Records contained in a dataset
=-=-=-=-=

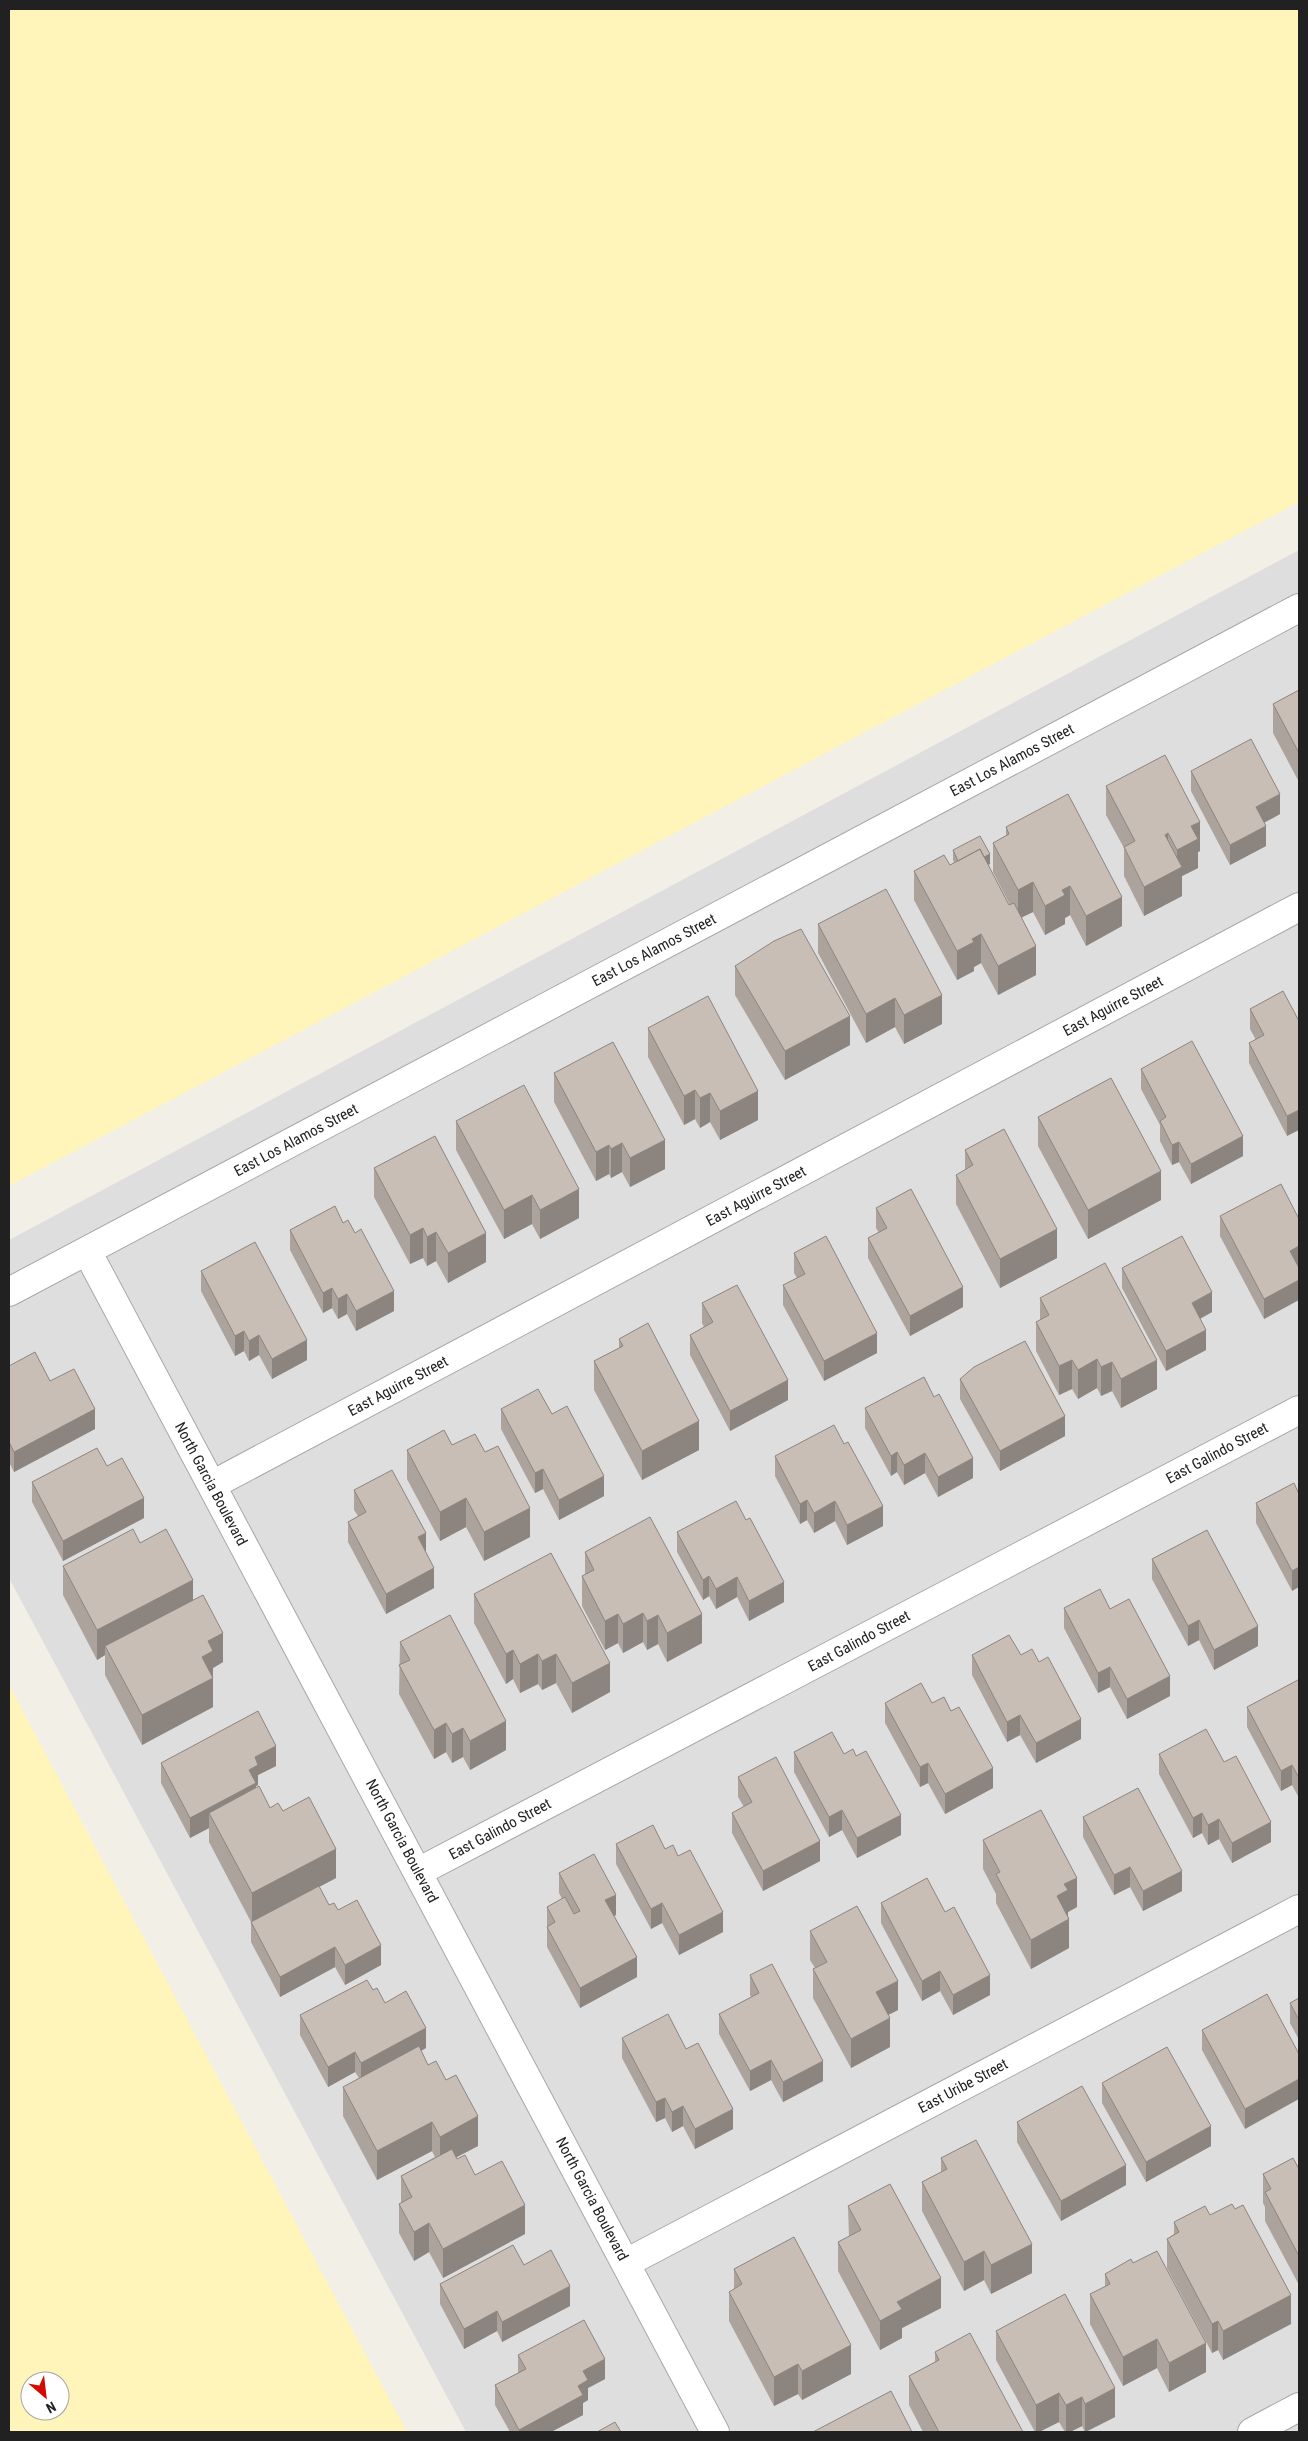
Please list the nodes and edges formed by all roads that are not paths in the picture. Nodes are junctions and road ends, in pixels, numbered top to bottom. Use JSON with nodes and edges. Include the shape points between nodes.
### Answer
{"nodes":[{"id":1,"x":1299,"y":608,"type":"edge"},
{"id":2,"x":1299,"y":906,"type":"edge"},
{"id":3,"x":86,"y":1251,"type":"junction"},
{"id":4,"x":9,"y":1292,"type":"edge"},
{"id":5,"x":1299,"y":1410,"type":"edge"},
{"id":6,"x":212,"y":1485,"type":"junction"},
{"id":7,"x":418,"y":1872,"type":"junction"},
{"id":8,"x":1299,"y":1909,"type":"edge"},
{"id":9,"x":626,"y":2263,"type":"junction"},
{"id":10,"x":1299,"y":2407,"type":"edge"},
{"id":11,"x":715,"y":2432,"type":"edge"},
{"id":12,"x":1252,"y":2432,"type":"edge"}],
"edges":[{"from":1,"to":3,"type":"street","name":"East Los Alamos Street"},
{"from":2,"to":6,"type":"street","name":"East Aguirre Street"},
{"from":3,"to":4,"type":"street","name":"East Los Alamos Street"},
{"from":3,"to":6,"type":"street","name":"North Garcia Boulevard"},
{"from":5,"to":7,"type":"street","name":"East Galindo Street"},
{"from":6,"to":7,"type":"street","name":"North Garcia Boulevard"},
{"from":7,"to":9,"type":"street","name":"North Garcia Boulevard"},
{"from":8,"to":9,"type":"street","name":"East Uribe Street"},
{"from":9,"to":11,"type":"street","name":"North Garcia Boulevard"},
{"from":10,"to":12,"type":"street"}]}
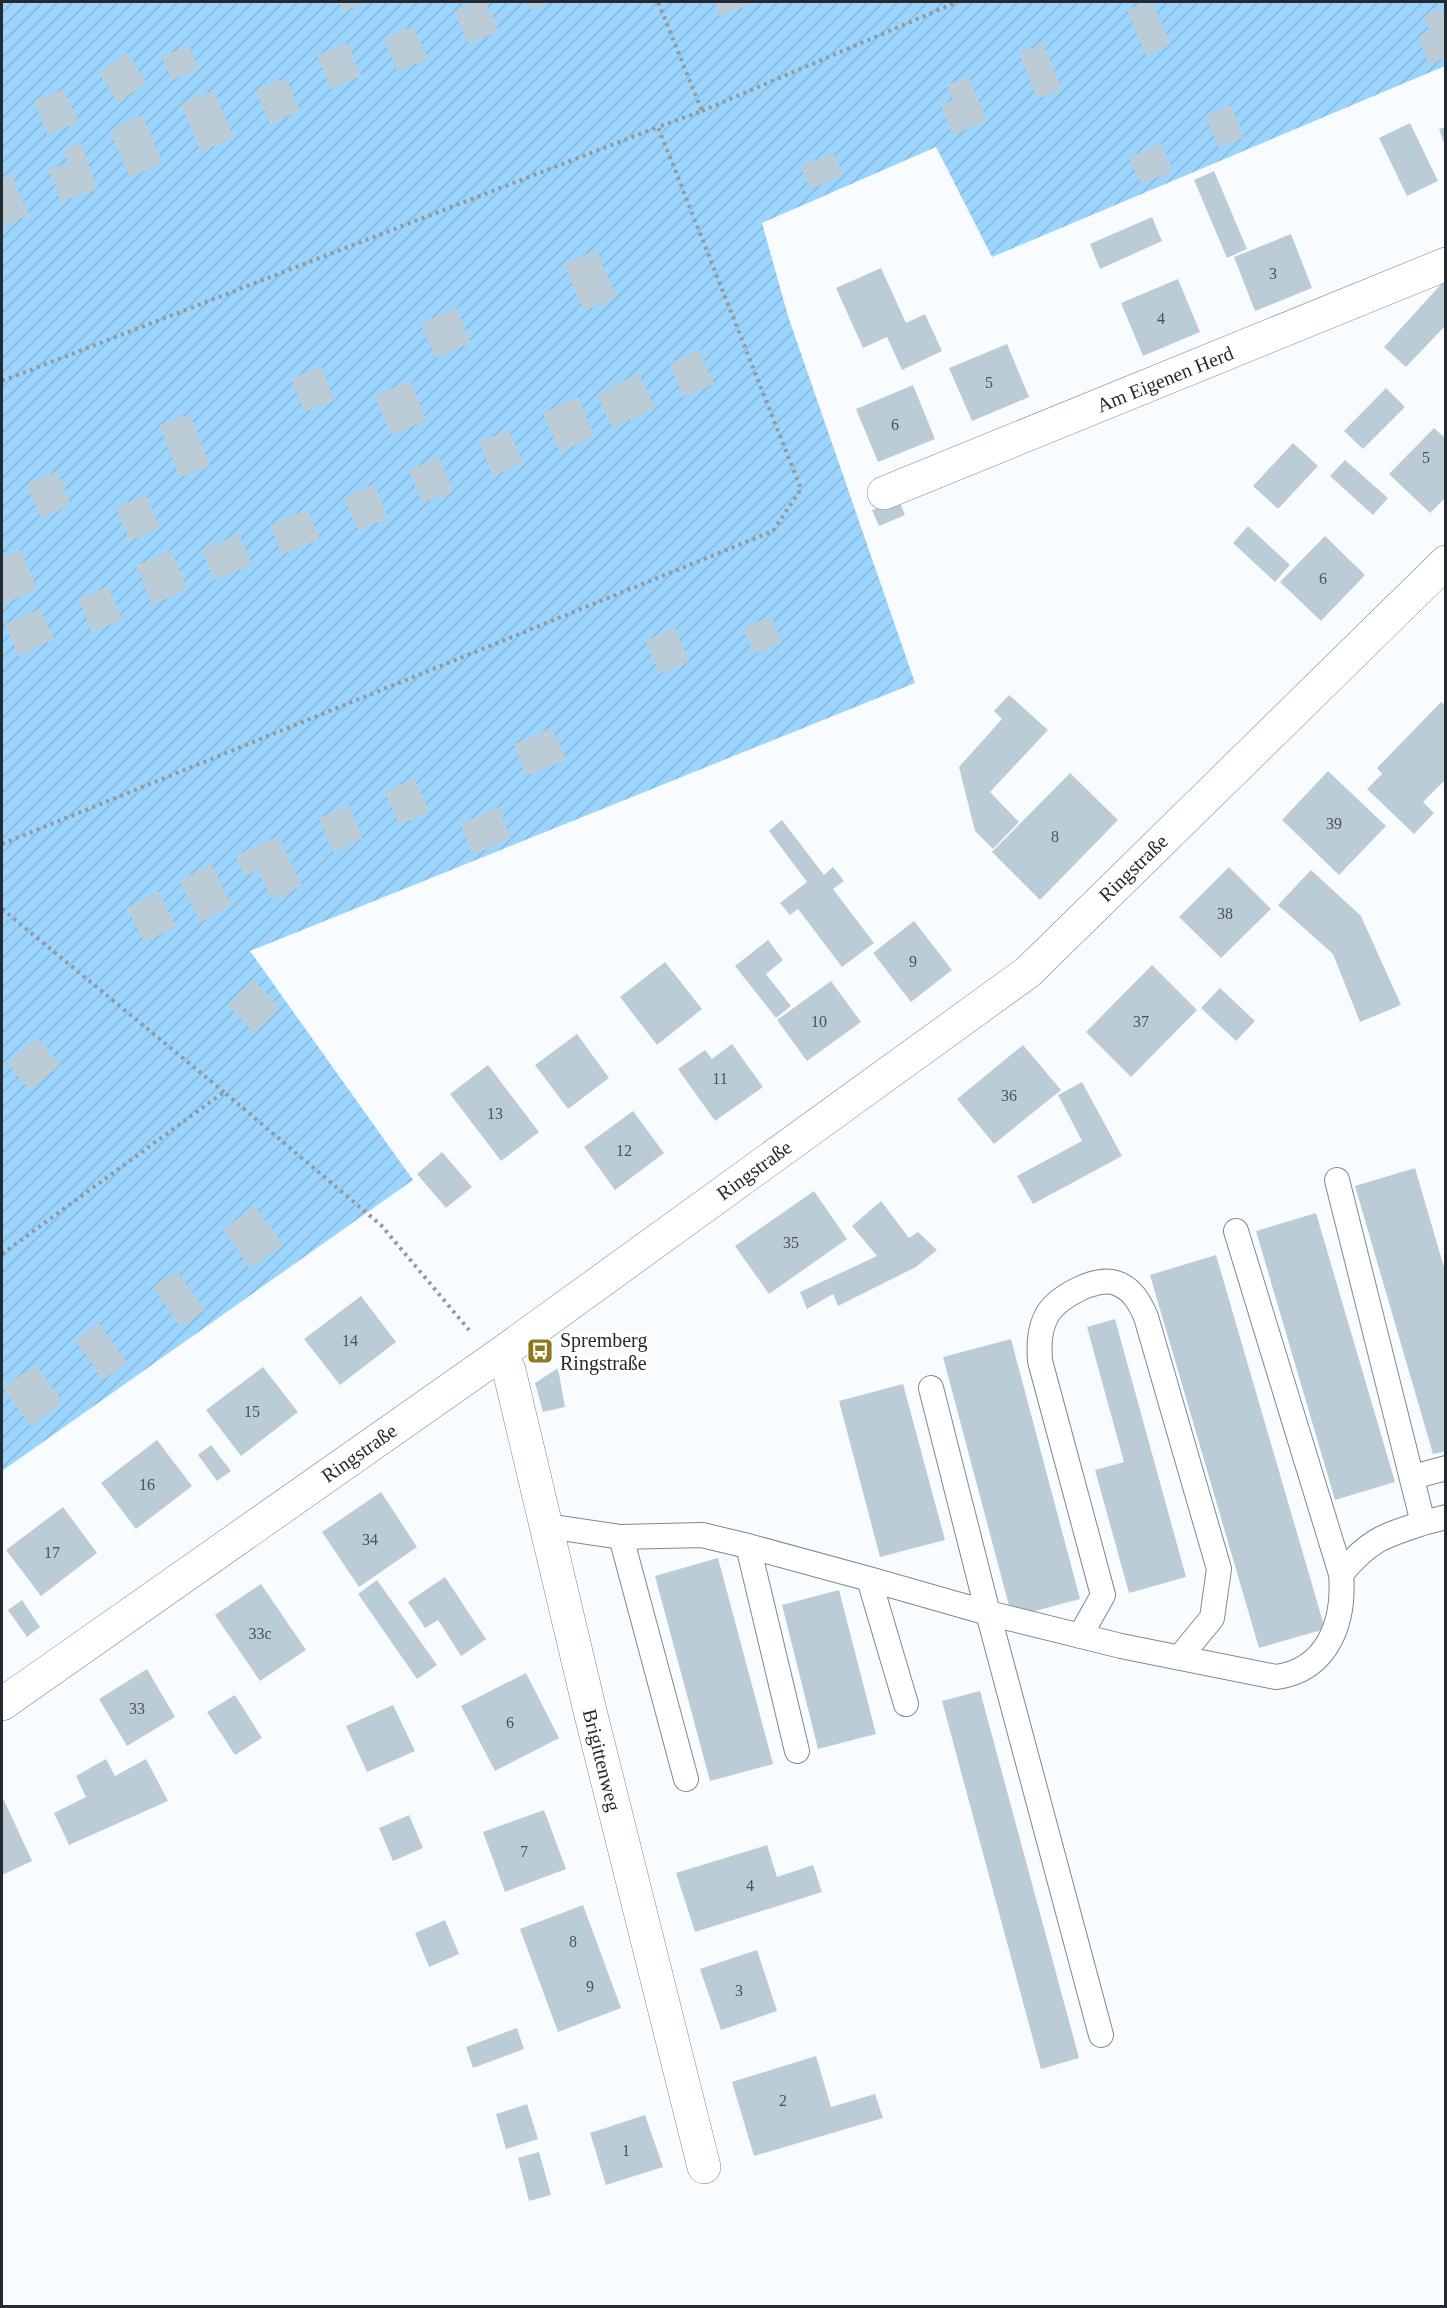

=-=-=-=-=

Problem statement >> Your task is to transcribe all of the records precisely, with no images included.

Answer section >>
Please list the nodes and edges formed by all roads that are not paths in the picture. Nodes are junctions and road ends, in pixels, numbered top to bottom. Use JSON with nodes and edges. Include the shape points between nodes.
### Answer
{"nodes":[{"id":1,"x":1299,"y":608,"type":"edge"},
{"id":2,"x":1299,"y":906,"type":"edge"},
{"id":3,"x":86,"y":1251,"type":"junction"},
{"id":4,"x":9,"y":1292,"type":"edge"},
{"id":5,"x":1299,"y":1410,"type":"edge"},
{"id":6,"x":212,"y":1485,"type":"junction"},
{"id":7,"x":418,"y":1872,"type":"junction"},
{"id":8,"x":1299,"y":1909,"type":"edge"},
{"id":9,"x":626,"y":2263,"type":"junction"},
{"id":10,"x":1299,"y":2407,"type":"edge"},
{"id":11,"x":715,"y":2432,"type":"edge"},
{"id":12,"x":1252,"y":2432,"type":"edge"}],
"edges":[{"from":1,"to":3,"type":"street","name":"East Los Alamos Street"},
{"from":2,"to":6,"type":"street","name":"East Aguirre Street"},
{"from":3,"to":4,"type":"street","name":"East Los Alamos Street"},
{"from":3,"to":6,"type":"street","name":"North Garcia Boulevard"},
{"from":5,"to":7,"type":"street","name":"East Galindo Street"},
{"from":6,"to":7,"type":"street","name":"North Garcia Boulevard"},
{"from":7,"to":9,"type":"street","name":"North Garcia Boulevard"},
{"from":8,"to":9,"type":"street","name":"East Uribe Street"},
{"from":9,"to":11,"type":"street","name":"North Garcia Boulevard"},
{"from":10,"to":12,"type":"street"}]}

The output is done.